» What to do: From the entries below, list each line with "Coronel".
----------------
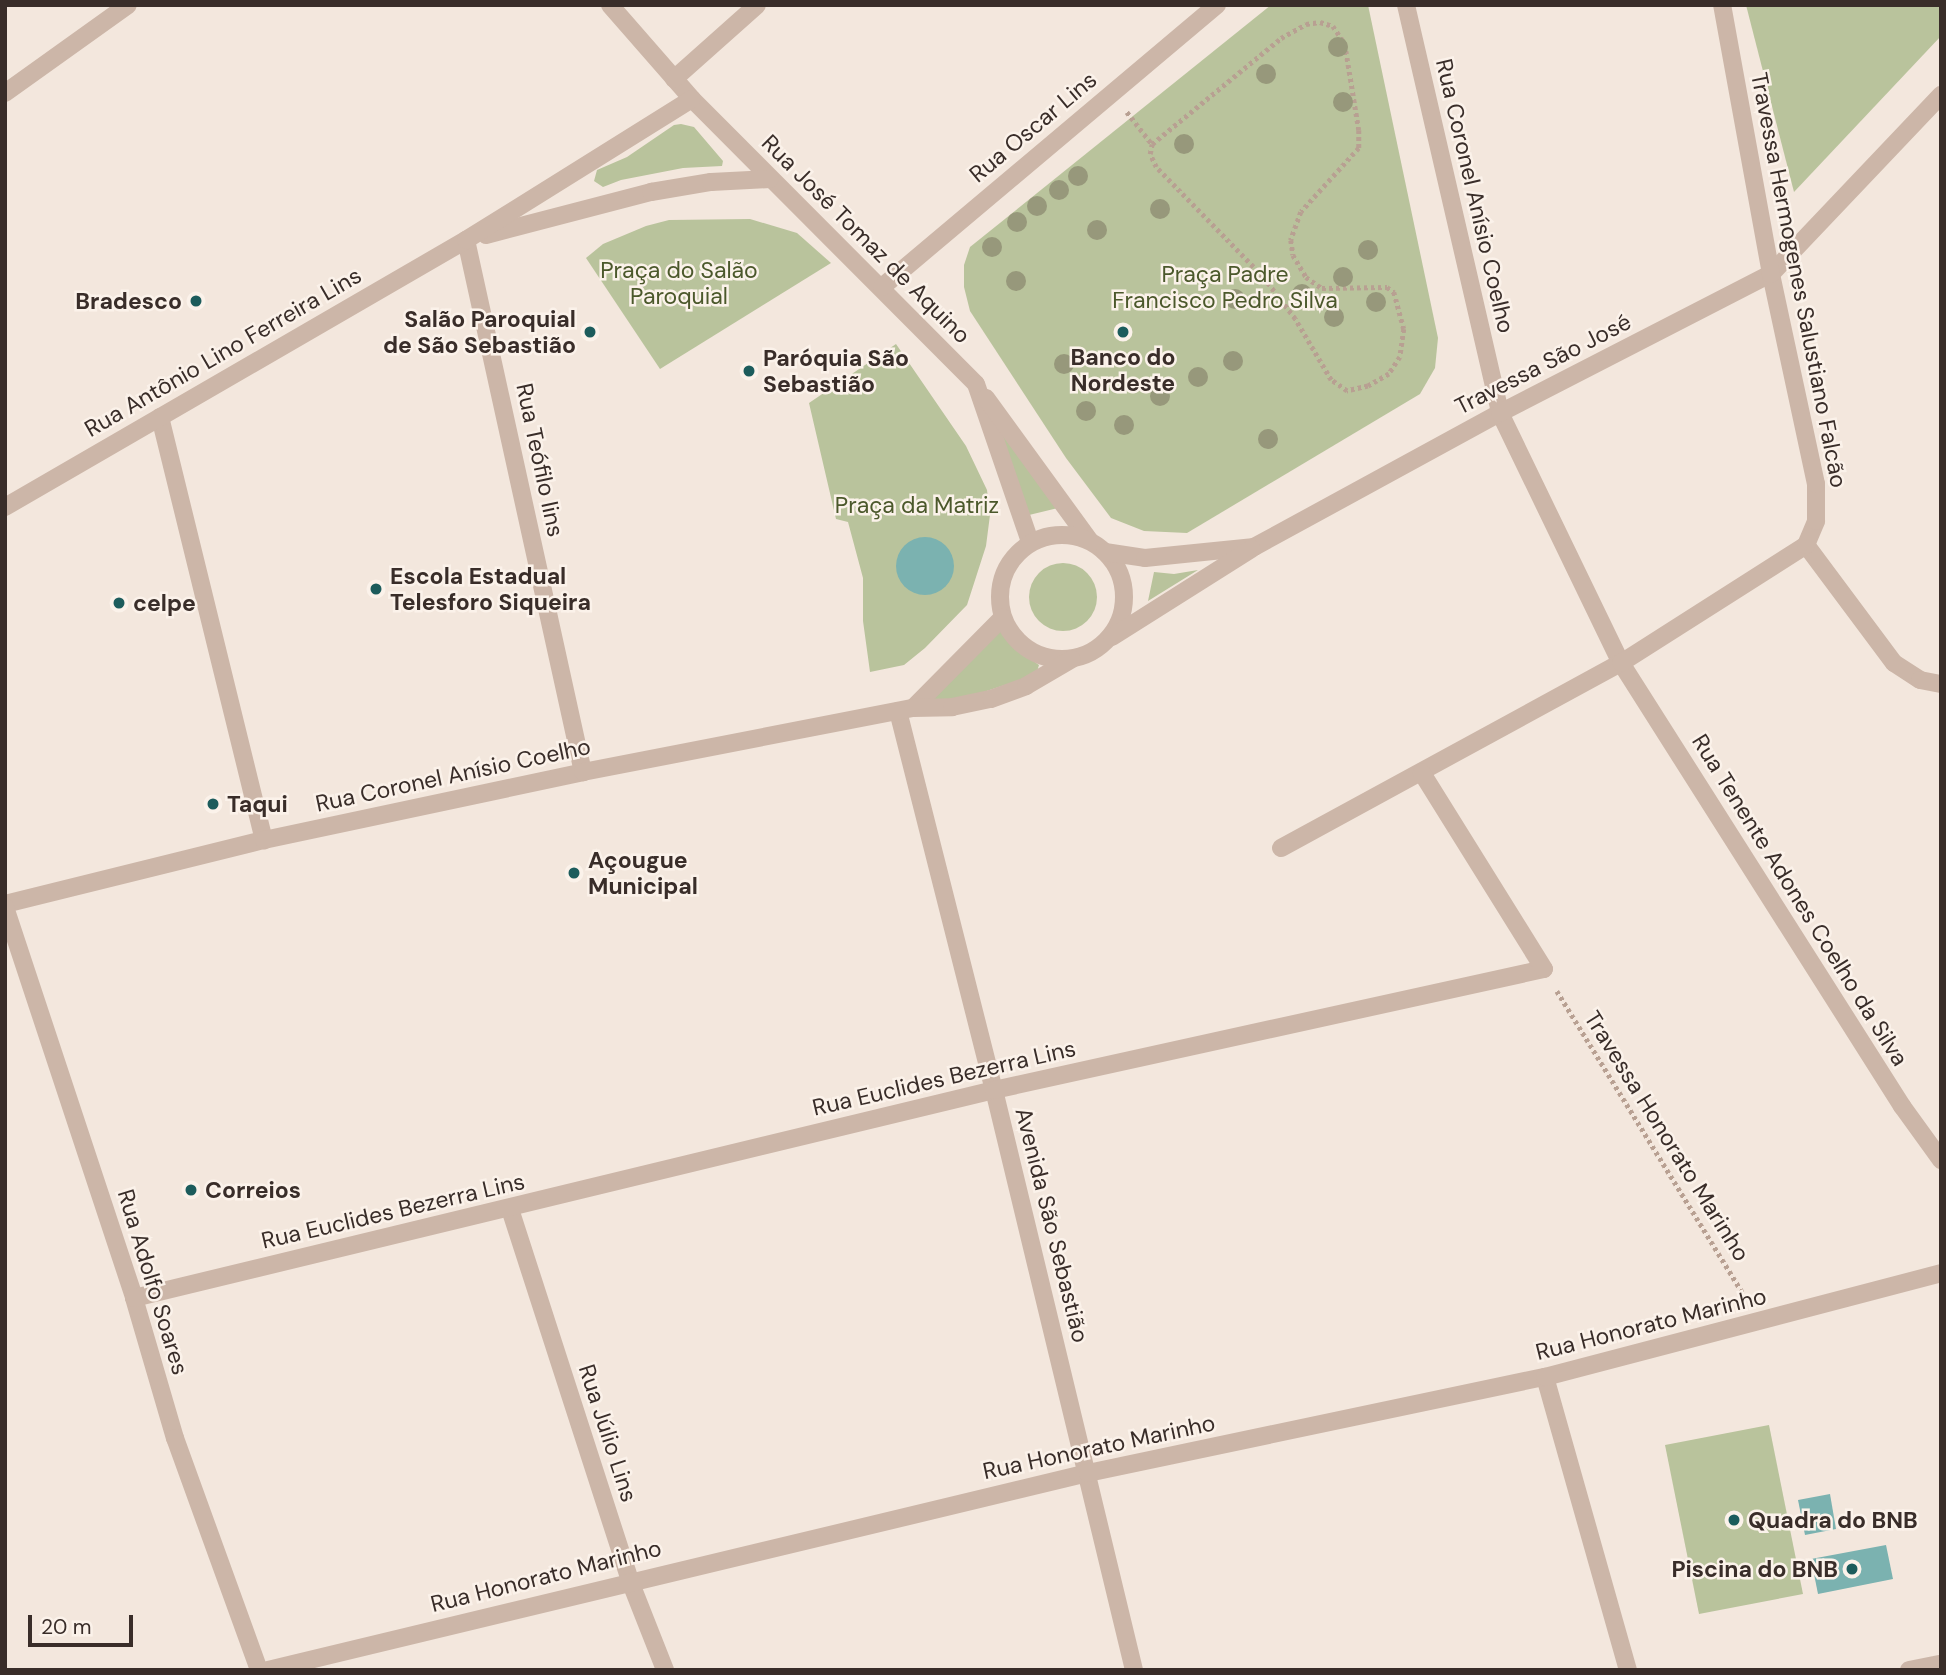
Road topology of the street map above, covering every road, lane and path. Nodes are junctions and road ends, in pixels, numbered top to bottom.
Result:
1 (128, 5) edge
2 (610, 5) edge
3 (757, 5) edge
4 (1217, 5) edge
5 (1406, 5) edge
6 (1722, 5) edge
7 (674, 79) junction
8 (5, 93) edge
9 (1111, 93) junction
10 (1941, 95) edge
11 (692, 99) junction
12 (1152, 144) junction
13 (769, 179) junction
14 (466, 240) junction
15 (1771, 274) junction
16 (882, 287) junction
17 (975, 384) junction
18 (1500, 413) junction
19 (160, 417) junction
20 (5, 507) edge
21 (1089, 540) junction
22 (1030, 542) junction
23 (1806, 545) junction
24 (1254, 547) junction
25 (1105, 552) junction
26 (1002, 618) junction
27 (1107, 640) junction
28 (1072, 659) junction
29 (1622, 663) junction
30 (1941, 684) edge
31 (906, 709) junction
32 (583, 772) junction
33 (1423, 773) junction
34 (264, 840) junction
35 (1281, 848) dead end
36 (5, 905) edge
37 (1544, 970) junction
38 (994, 1090) junction
39 (1941, 1160) edge
40 (510, 1209) junction
41 (1941, 1273) edge
42 (134, 1298) junction
43 (1760, 1322) junction
44 (1545, 1377) junction
45 (1088, 1473) junction
46 (630, 1581) junction
47 (1941, 1664) edge
48 (259, 1670) edge
49 (268, 1670) edge
50 (664, 1670) edge
51 (1134, 1670) edge
52 (1628, 1670) edge
53 (1909, 1670) edge

1 - 8 street
2 - 7 street, Rua José Tomaz de Aquino
3 - 7 street
4 - 9 street, Rua Oscar Lins
5 - 18 street, Rua Coronel Anísio Coelho
6 - 15 street, Travessa Hermogenes Salustiano Falcão
7 - 11 street, Rua José Tomaz de Aquino
9 - 12 path
9 - 16 street, Rua Oscar Lins
10 - 15 street, Travessa São José
11 - 13 street, Rua José Tomaz de Aquino
11 - 14 street, Rua Antônio Lino Ferreira Lins
12 - 12 path
13 - 14 street, Rua Antônio Lino Ferreira Lins
13 - 16 street, Rua José Tomaz de Aquino
14 - 19 street, Rua Antônio Lino Ferreira Lins
14 - 32 street, Rua Teófilo lins
15 - 18 street, Travessa São José
15 - 23 street, Travessa Hermogenes Salustiano Falcão
16 - 17 street, Rua José Tomaz de Aquino
17 - 21 street
17 - 22 street, Rua José Tomaz de Aquino
18 - 24 street, Travessa São José
18 - 29 street, Rua Coronel Anísio Coelho
19 - 20 street, Rua Antônio Lino Ferreira Lins
19 - 34 street
21 - 22 street
21 - 25 street
22 - 26 street
23 - 29 street
23 - 30 street
24 - 25 street, Travessa São José
24 - 27 street, Rua Coronel Anísio Coelho
25 - 27 street
26 - 28 street
26 - 31 street
27 - 28 street, Rua Coronel Anísio Coelho
28 - 31 street, Rua Coronel Anísio Coelho
29 - 33 street
29 - 39 street, Rua Tenente Adones Coelho da Silva
31 - 32 street, Rua Coronel Anísio Coelho
31 - 38 street, Avenida São Sebastião
32 - 34 street, Rua Coronel Anísio Coelho
33 - 35 street
33 - 37 street
34 - 36 street, Rua Coronel Anísio Coelho
36 - 42 street, Rua Adolfo Soares
37 - 38 street, Rua Euclides Bezerra Lins
37 - 43 path, Travessa Honorato Marinho
38 - 40 street, Rua Euclides Bezerra Lins
38 - 45 street, Avenida São Sebastião
40 - 42 street, Rua Euclides Bezerra Lins
40 - 46 street, Rua Júlio Lins
41 - 43 street, Rua Honorato Marinho
42 - 48 street, Rua Adolfo Soares
43 - 44 street, Rua Honorato Marinho
44 - 45 street, Rua Honorato Marinho
44 - 52 street
45 - 46 street, Rua Honorato Marinho
45 - 51 street, Avenida São Sebastião
46 - 49 street, Rua Honorato Marinho
46 - 50 street, Rua Júlio Lins
47 - 53 street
----------------
» Finished exercise:
5 - 18 street, Rua Coronel Anísio Coelho
18 - 29 street, Rua Coronel Anísio Coelho
24 - 27 street, Rua Coronel Anísio Coelho
27 - 28 street, Rua Coronel Anísio Coelho
28 - 31 street, Rua Coronel Anísio Coelho
31 - 32 street, Rua Coronel Anísio Coelho
32 - 34 street, Rua Coronel Anísio Coelho
34 - 36 street, Rua Coronel Anísio Coelho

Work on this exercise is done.